The show suffers a bit whenever Hawke is offscreen for too long, such as when Onion and his shrewd pal Bob (Hubert Point-Du Jour) split from Brown’s army for a time and our hero endeavors to hide his “true nature” while apprenticing at a brothel. But it’s enjoyable, in its humor, insight and preservation of McBride’s vivid language, even when its narrative momentum slackens. The Good Lord Bird strikes me as a remarkably contemporary slavery story. It’s no simplistic revenge fantasy like Quentin Tarantino’s Django Unchained, yet its makers also get that viewers shouldn’t have to see constant, graphic violence against Black bodies to understand the institution as an atrocity. At the same time, unlike many recent period pieces—from The Great, where rude 18th-century Russian royals bear striking resemblances to the unfit leaders of today, to Lovecraft Country, with its supernatural take on the pre-civil-rights ’50s—it doesn’t need flagrant anachronism to hold our attention. (“All of this is true,” read the title cards that open each episode. “Most of it happened.”) And why should it? As the last few months have so powerfully and painfully reminded us, when it comes to race in America, the past isn’t even past.

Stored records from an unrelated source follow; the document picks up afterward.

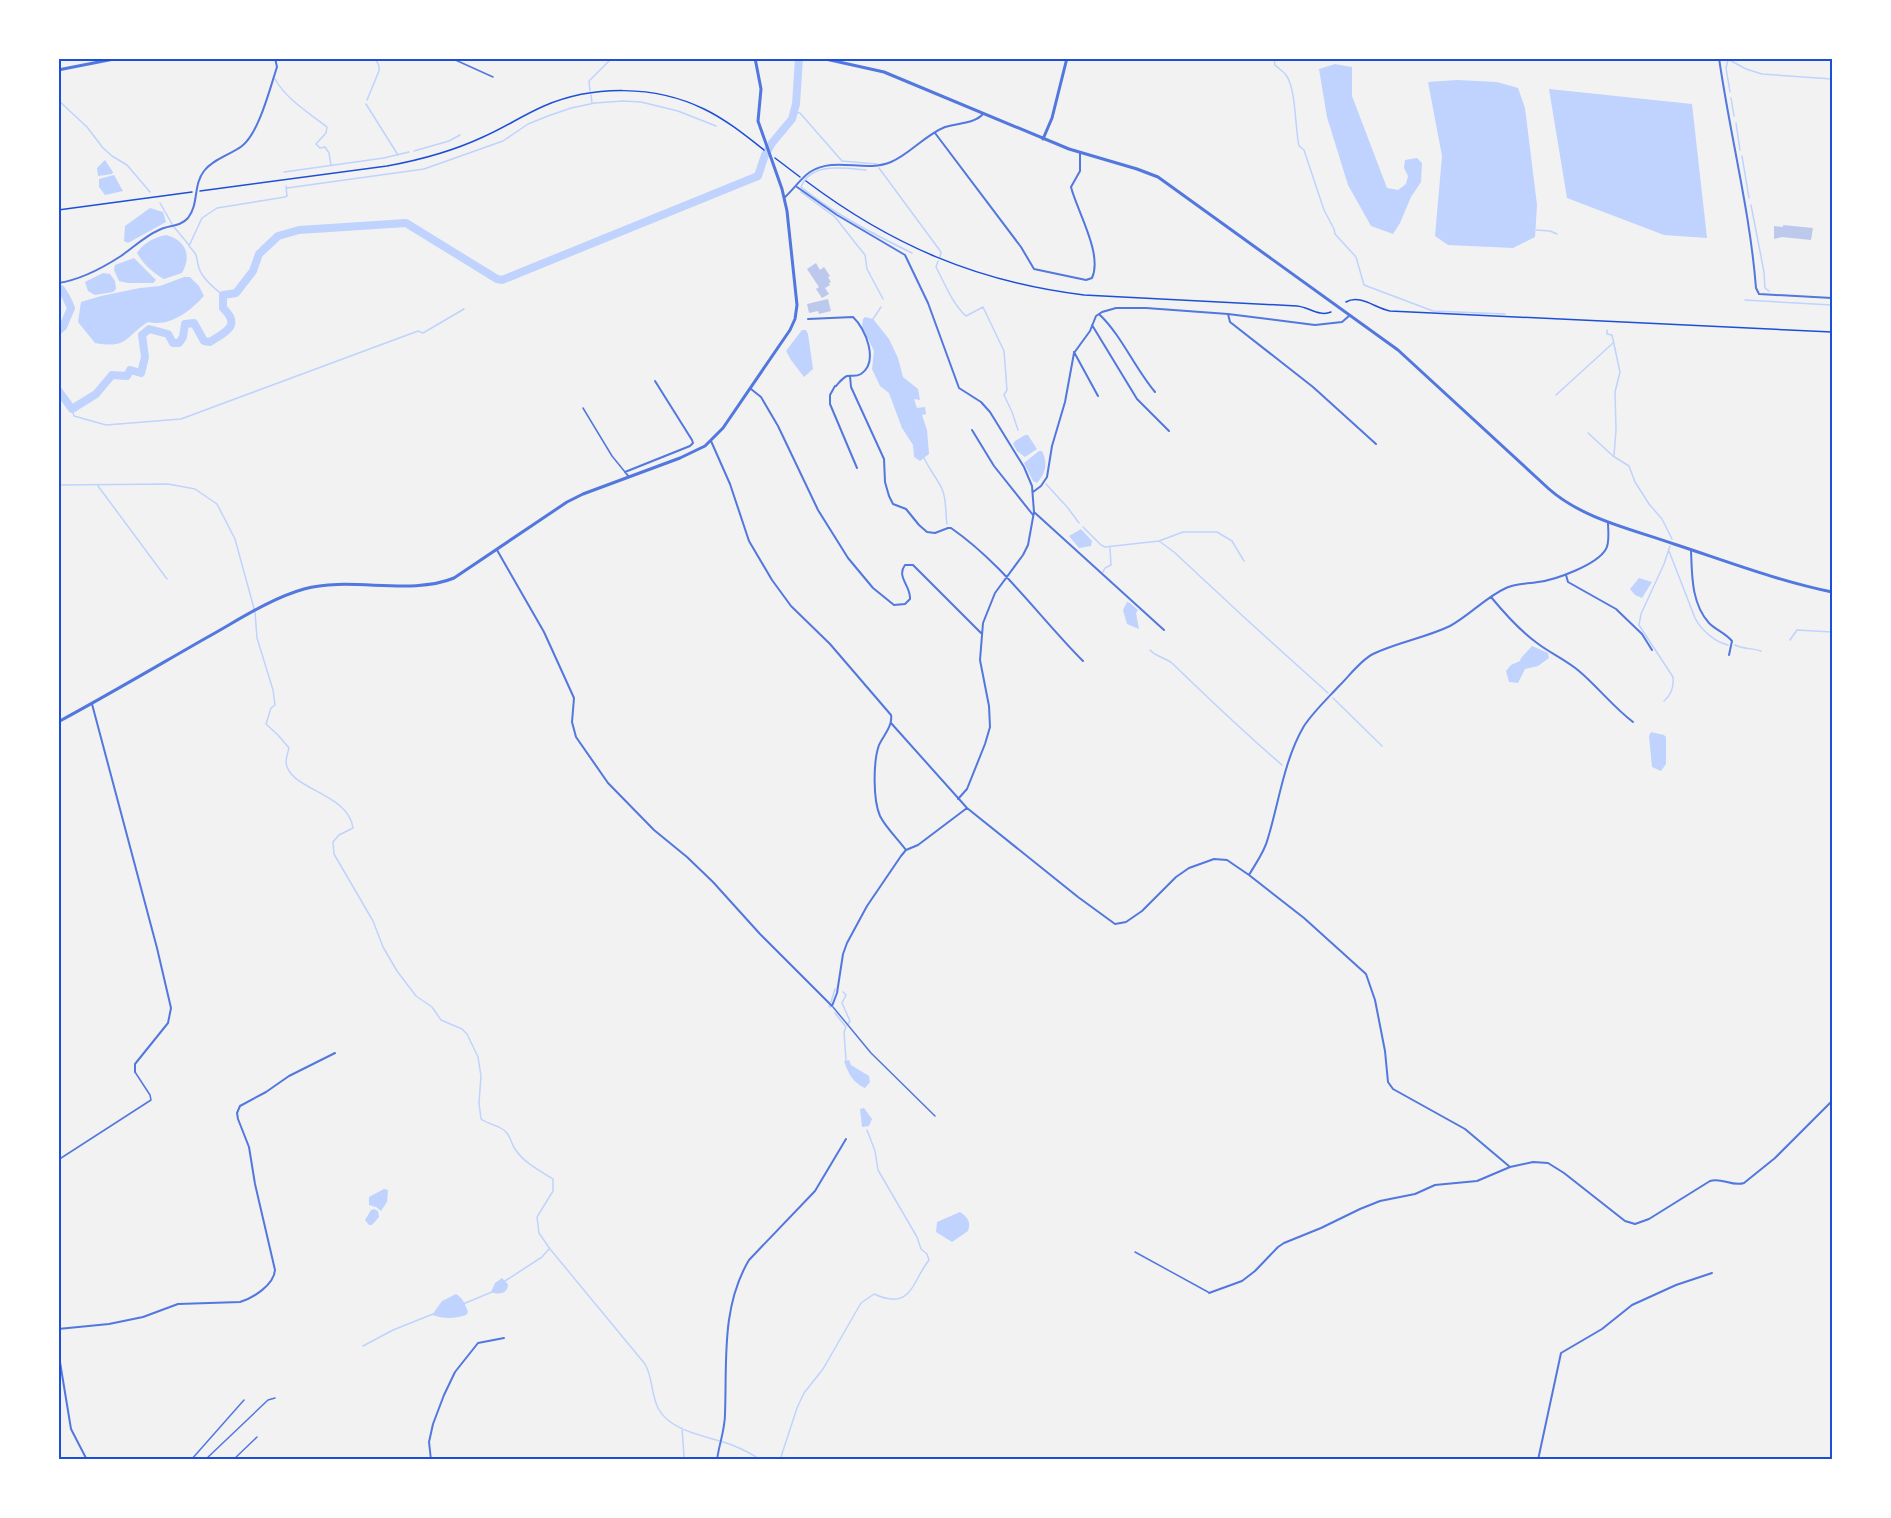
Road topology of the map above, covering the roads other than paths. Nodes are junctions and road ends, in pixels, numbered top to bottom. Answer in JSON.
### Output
{"nodes":[{"id":1,"x":119,"y":58,"type":"edge"},
{"id":2,"x":275,"y":58,"type":"edge"},
{"id":3,"x":451,"y":58,"type":"edge"},
{"id":4,"x":821,"y":58,"type":"edge"},
{"id":5,"x":1067,"y":58,"type":"edge"},
{"id":6,"x":1719,"y":58,"type":"edge"},
{"id":7,"x":756,"y":60,"type":"edge"},
{"id":8,"x":58,"y":70,"type":"edge"},
{"id":9,"x":493,"y":77,"type":"dead end"},
{"id":10,"x":983,"y":114,"type":"junction"},
{"id":11,"x":935,"y":133,"type":"junction"},
{"id":12,"x":1043,"y":139,"type":"junction"},
{"id":13,"x":1080,"y":153,"type":"junction"},
{"id":14,"x":797,"y":187,"type":"junction"},
{"id":15,"x":784,"y":198,"type":"junction"},
{"id":16,"x":58,"y":283,"type":"edge"},
{"id":17,"x":1833,"y":298,"type":"edge"},
{"id":18,"x":1098,"y":314,"type":"junction"},
{"id":19,"x":1228,"y":314,"type":"junction"},
{"id":20,"x":1349,"y":315,"type":"junction"},
{"id":21,"x":808,"y":319,"type":"dead end"},
{"id":22,"x":1092,"y":325,"type":"junction"},
{"id":23,"x":1074,"y":352,"type":"junction"},
{"id":24,"x":850,"y":376,"type":"junction"},
{"id":25,"x":656,"y":381,"type":"dead end"},
{"id":26,"x":750,"y":389,"type":"junction"},
{"id":27,"x":1155,"y":392,"type":"dead end"},
{"id":28,"x":1098,"y":396,"type":"dead end"},
{"id":29,"x":583,"y":408,"type":"dead end"},
{"id":30,"x":972,"y":430,"type":"dead end"},
{"id":31,"x":1169,"y":431,"type":"dead end"},
{"id":32,"x":711,"y":441,"type":"junction"},
{"id":33,"x":1376,"y":444,"type":"dead end"},
{"id":34,"x":857,"y":468,"type":"dead end"},
{"id":35,"x":625,"y":472,"type":"junction"},
{"id":36,"x":629,"y":477,"type":"junction"},
{"id":37,"x":1033,"y":492,"type":"junction"},
{"id":38,"x":1033,"y":514,"type":"junction"},
{"id":39,"x":1607,"y":521,"type":"junction"},
{"id":40,"x":497,"y":550,"type":"junction"},
{"id":41,"x":1691,"y":550,"type":"junction"},
{"id":42,"x":1566,"y":575,"type":"junction"},
{"id":43,"x":1007,"y":576,"type":"junction"},
{"id":44,"x":1833,"y":592,"type":"edge"},
{"id":45,"x":1491,"y":597,"type":"junction"},
{"id":46,"x":1164,"y":630,"type":"dead end"},
{"id":47,"x":981,"y":633,"type":"junction"},
{"id":48,"x":1652,"y":650,"type":"dead end"},
{"id":49,"x":1729,"y":655,"type":"dead end"},
{"id":50,"x":1083,"y":661,"type":"dead end"},
{"id":51,"x":92,"y":704,"type":"junction"},
{"id":52,"x":58,"y":722,"type":"edge"},
{"id":53,"x":1633,"y":722,"type":"dead end"},
{"id":54,"x":891,"y":723,"type":"junction"},
{"id":55,"x":958,"y":800,"type":"junction"},
{"id":56,"x":967,"y":808,"type":"junction"},
{"id":57,"x":906,"y":850,"type":"junction"},
{"id":58,"x":1249,"y":875,"type":"junction"},
{"id":59,"x":832,"y":1006,"type":"junction"},
{"id":60,"x":335,"y":1053,"type":"dead end"},
{"id":61,"x":135,"y":1072,"type":"joint"},
{"id":62,"x":1833,"y":1101,"type":"edge"},
{"id":63,"x":934,"y":1116,"type":"dead end"},
{"id":64,"x":846,"y":1139,"type":"dead end"},
{"id":65,"x":58,"y":1160,"type":"edge"},
{"id":66,"x":1510,"y":1167,"type":"junction"},
{"id":67,"x":1135,"y":1252,"type":"dead end"},
{"id":68,"x":1712,"y":1273,"type":"dead end"},
{"id":69,"x":1209,"y":1293,"type":"joint"},
{"id":70,"x":58,"y":1329,"type":"edge"},
{"id":71,"x":504,"y":1338,"type":"dead end"},
{"id":72,"x":58,"y":1350,"type":"edge"},
{"id":73,"x":275,"y":1398,"type":"dead end"},
{"id":74,"x":244,"y":1400,"type":"dead end"},
{"id":75,"x":257,"y":1437,"type":"dead end"},
{"id":76,"x":87,"y":1460,"type":"edge"},
{"id":77,"x":190,"y":1460,"type":"edge"},
{"id":78,"x":205,"y":1460,"type":"edge"},
{"id":79,"x":234,"y":1460,"type":"edge"},
{"id":80,"x":431,"y":1460,"type":"edge"},
{"id":81,"x":717,"y":1460,"type":"edge"},
{"id":82,"x":1538,"y":1460,"type":"edge"}],
"edges":[{"from":1,"to":8,"type":"street"},
{"from":2,"to":16,"type":"street"},
{"from":3,"to":9,"type":"lane"},
{"from":4,"to":10,"type":"street"},
{"from":5,"to":12,"type":"street"},
{"from":6,"to":17,"type":"street"},
{"from":7,"to":15,"type":"street"},
{"from":10,"to":11,"type":"street"},
{"from":10,"to":12,"type":"street"},
{"from":11,"to":13,"type":"street"},
{"from":11,"to":14,"type":"street"},
{"from":12,"to":13,"type":"street"},
{"from":13,"to":20,"type":"street"},
{"from":14,"to":15,"type":"street"},
{"from":14,"to":37,"type":"street"},
{"from":15,"to":26,"type":"street"},
{"from":18,"to":19,"type":"street"},
{"from":18,"to":22,"type":"street"},
{"from":18,"to":27,"type":"street"},
{"from":19,"to":20,"type":"street"},
{"from":19,"to":33,"type":"street"},
{"from":20,"to":39,"type":"street"},
{"from":21,"to":24,"type":"street"},
{"from":22,"to":23,"type":"street"},
{"from":22,"to":31,"type":"street"},
{"from":23,"to":28,"type":"street"},
{"from":23,"to":37,"type":"street"},
{"from":24,"to":34,"type":"street"},
{"from":24,"to":43,"type":"street"},
{"from":25,"to":35,"type":"street"},
{"from":26,"to":32,"type":"street"},
{"from":26,"to":47,"type":"street"},
{"from":29,"to":35,"type":"lane"},
{"from":30,"to":38,"type":"street"},
{"from":32,"to":36,"type":"street"},
{"from":32,"to":54,"type":"street"},
{"from":35,"to":36,"type":"street"},
{"from":36,"to":40,"type":"street"},
{"from":37,"to":38,"type":"street"},
{"from":38,"to":43,"type":"street"},
{"from":38,"to":46,"type":"street"},
{"from":39,"to":41,"type":"street"},
{"from":39,"to":42,"type":"street"},
{"from":40,"to":51,"type":"street"},
{"from":40,"to":59,"type":"street"},
{"from":41,"to":44,"type":"street"},
{"from":41,"to":49,"type":"street"},
{"from":42,"to":45,"type":"street"},
{"from":42,"to":48,"type":"street"},
{"from":43,"to":47,"type":"street"},
{"from":43,"to":50,"type":"street"},
{"from":45,"to":53,"type":"street"},
{"from":45,"to":58,"type":"street"},
{"from":47,"to":55,"type":"street"},
{"from":51,"to":52,"type":"street"},
{"from":51,"to":61,"type":"street"},
{"from":54,"to":55,"type":"street"},
{"from":54,"to":57,"type":"street"},
{"from":55,"to":56,"type":"street"},
{"from":56,"to":57,"type":"street"},
{"from":56,"to":58,"type":"street"},
{"from":57,"to":59,"type":"street"},
{"from":58,"to":66,"type":"street"},
{"from":59,"to":63,"type":"lane"},
{"from":60,"to":70,"type":"street"},
{"from":61,"to":65,"type":"lane"},
{"from":62,"to":66,"type":"street"},
{"from":64,"to":81,"type":"street"},
{"from":66,"to":69,"type":"street"},
{"from":67,"to":69,"type":"lane"},
{"from":68,"to":82,"type":"street"},
{"from":71,"to":80,"type":"street"},
{"from":72,"to":76,"type":"street"},
{"from":73,"to":78,"type":"lane"},
{"from":74,"to":77,"type":"lane"},
{"from":75,"to":79,"type":"lane"}]}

Neither does the show fall prey to the white savior archetype, a trope Henry’s voiceover acknowledges within the first few minutes of the premiere. Righteous though Brown’s motivations may have been, we see his extremism, myopia and poor judgment result in the deaths of innocent characters of all races. Black characters such as Harriet Tubman (Zainab Jah, magnetic) and an unrepentant rebel slave named Sibonia (a brief, fierce performance by Crystal Lee Brown) are painted as more straightforward heroes. The creators’ only departure from realism is in periodically cutting in still shots of individual, costumed Black actors’ faces, as though to counteract popular representations of enslaved people as homogeneous masses on plantations. Viewers are never allowed to forget that every slave was a discrete human being.
Not that The Good Lord Bird wastes much energy on the redundant task of denouncing slavery. Its moral dilemma is more sophisticated. When you know that the society you live in is deeply, brutally, lethally wrong, McBride’s story asks, how far should you go to defend what’s right? The show introduces character after character who puts comfort before justice: a farmer who supports slavery for financial reasons, a future Confederate general (played by former Lodge 49 star Wyatt Russell) trying to dissuade Brown from continuing his futile siege and causing more bloodshed. A lot of reasonable men like them must have killed and died defending state-sponsored chattel slavery in the Civil War. So what if Brown ranted and raved and picked fights he could never have won? As Ray Bradbury once wrote, “Insanity is relative. It depends who has who locked in what cage.”